1. 1. The heterogeneous computing power unified scheduling method for the multi-intelligent computing center is characterized by comprising the following steps of: The method comprises the steps of S1, abstracting virtual nodes, mapping physical heterogeneous computing power resources of a plurality of intelligent computing centers into virtual nodes in a Kubernetes cluster according to a four-tuple mapping model, wherein each virtual node represents a resource combination uniquely determined by intelligent computing center identification, computing power pool identification, processor type and specification model, and synchronizing real-time resource states of the centers by a virtual node controller through carrying metadata by tags; S2, expressing and matching preference constraint, namely receiving a job request submitted by a user, wherein the request comprises multi-level resource preference constraint defined based on binary combination of intelligent computation center identification and computing power Chi Biaoshi, and the multi-level resource preference constraint at least comprises hard constraint and soft preference; S3, uniformly managing the processor types, namely carrying out compatibility verification on the resource requirement of the job request and the processor capacity represented by the virtual node based on a predefined uniform processor type enumeration and processor capacity description framework; S4, multi-stage plugin scheduling is adopted to carry out scheduling decision on the job, wherein the multi-stage plugin scheduling framework at least comprises a filtering stage, a grading stage and a pre-binding stage which are sequentially executed, and each stage executes corresponding filtering, grading and pre-binding operations through plugins conforming to the unified interface specification so as to determine a target virtual node; And S5, interactive job gating, namely executing capacity gating and specification availability check in a job submitting and admitting stage in response to the fact that the job is identified as the interactive job, and feeding back the capacity gating and specification availability check in real time according to a check result.
2. 2. The heterogeneous computing power unified scheduling method for the multi-intelligent computing center according to claim 1, wherein the multi-level resource preference constraint comprises: hard constraints specifying the mental arithmetic center and/or the mental arithmetic pool to which the job must be scheduled; Soft preferences specifying one or more weighted mental arithmetic centers and mental pool combined preferences; an expansion constraint specifying at least one constraint of a minimum number of available nodes, a maximum network delay, or a cost budget.

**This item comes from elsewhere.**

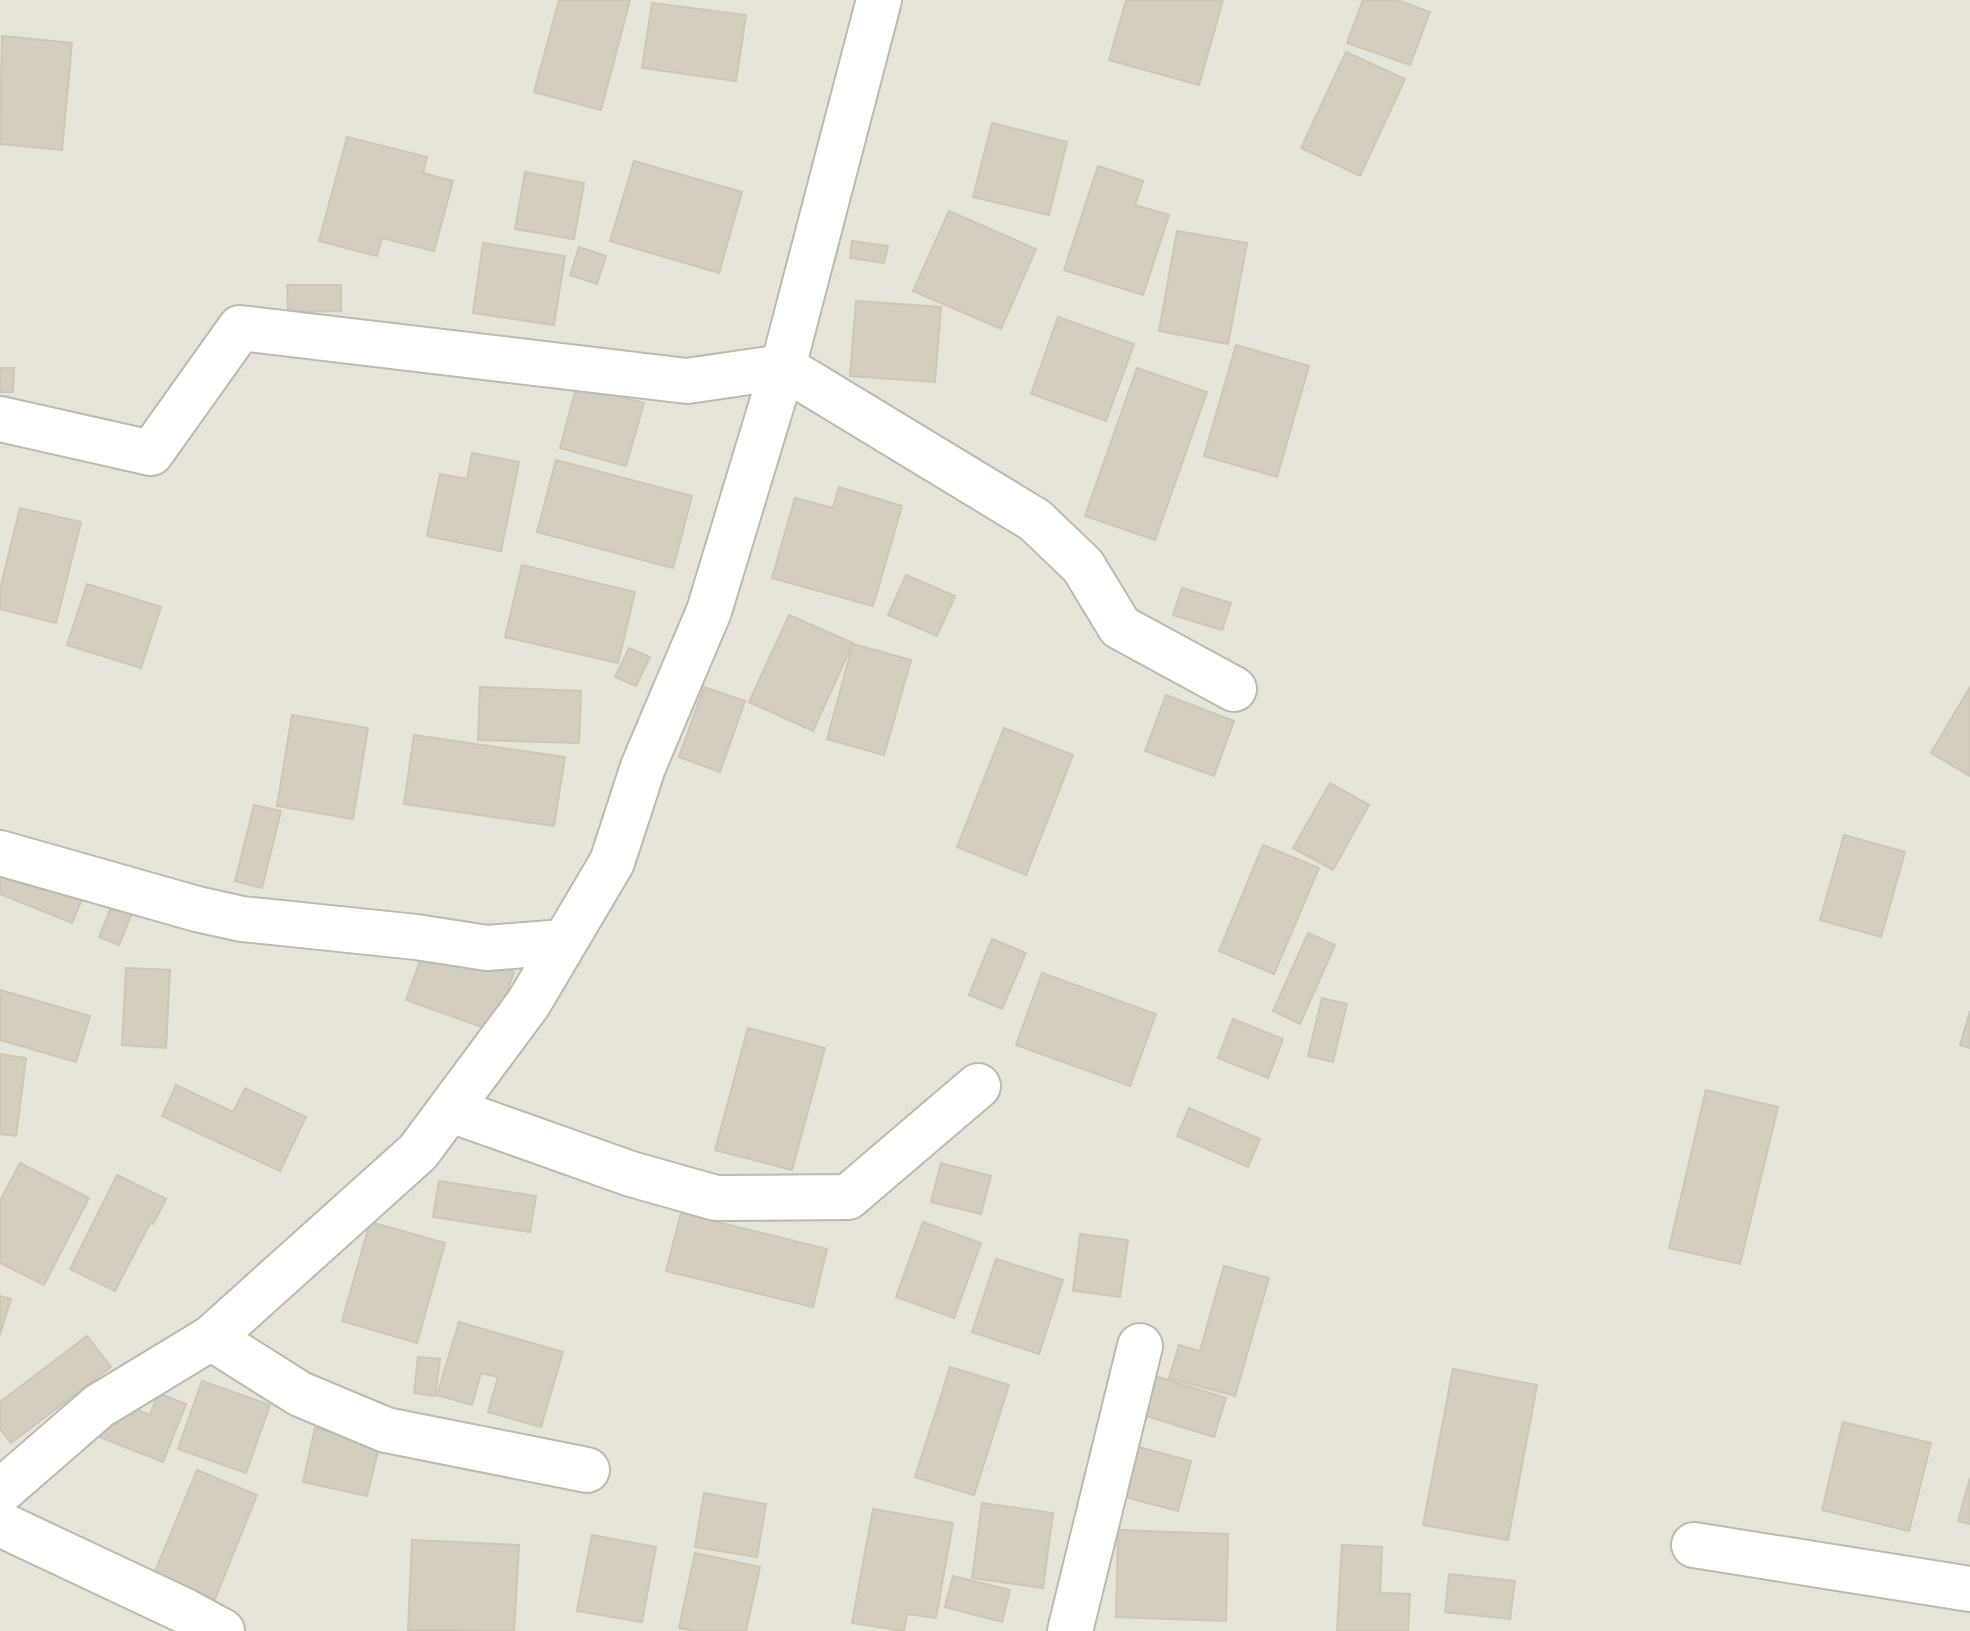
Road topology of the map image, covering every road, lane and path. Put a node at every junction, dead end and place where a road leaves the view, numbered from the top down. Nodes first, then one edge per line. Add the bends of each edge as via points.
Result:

3. 3. The heterogeneous computing power unified scheduling method for the multi-intelligent computing center according to claim 2, wherein in the scoring stage, the rule for scoring the virtual nodes based on the soft preference comprises: if the intelligent computing center identifier and the computing power Chi Biaoshi of the virtual node are completely matched with the identifier appointed by a certain soft preference, the node obtains the full weight score of the preference; If the virtual node only intelligent computation center identification is matched with a certain soft preference item, the node obtains a first proportional weight score of the preference item, which is lower than the full weight; If the virtual node only calculates that the pool identity matches a certain soft preference, the node obtains a second proportional weight score for the preference that is lower than the first proportional.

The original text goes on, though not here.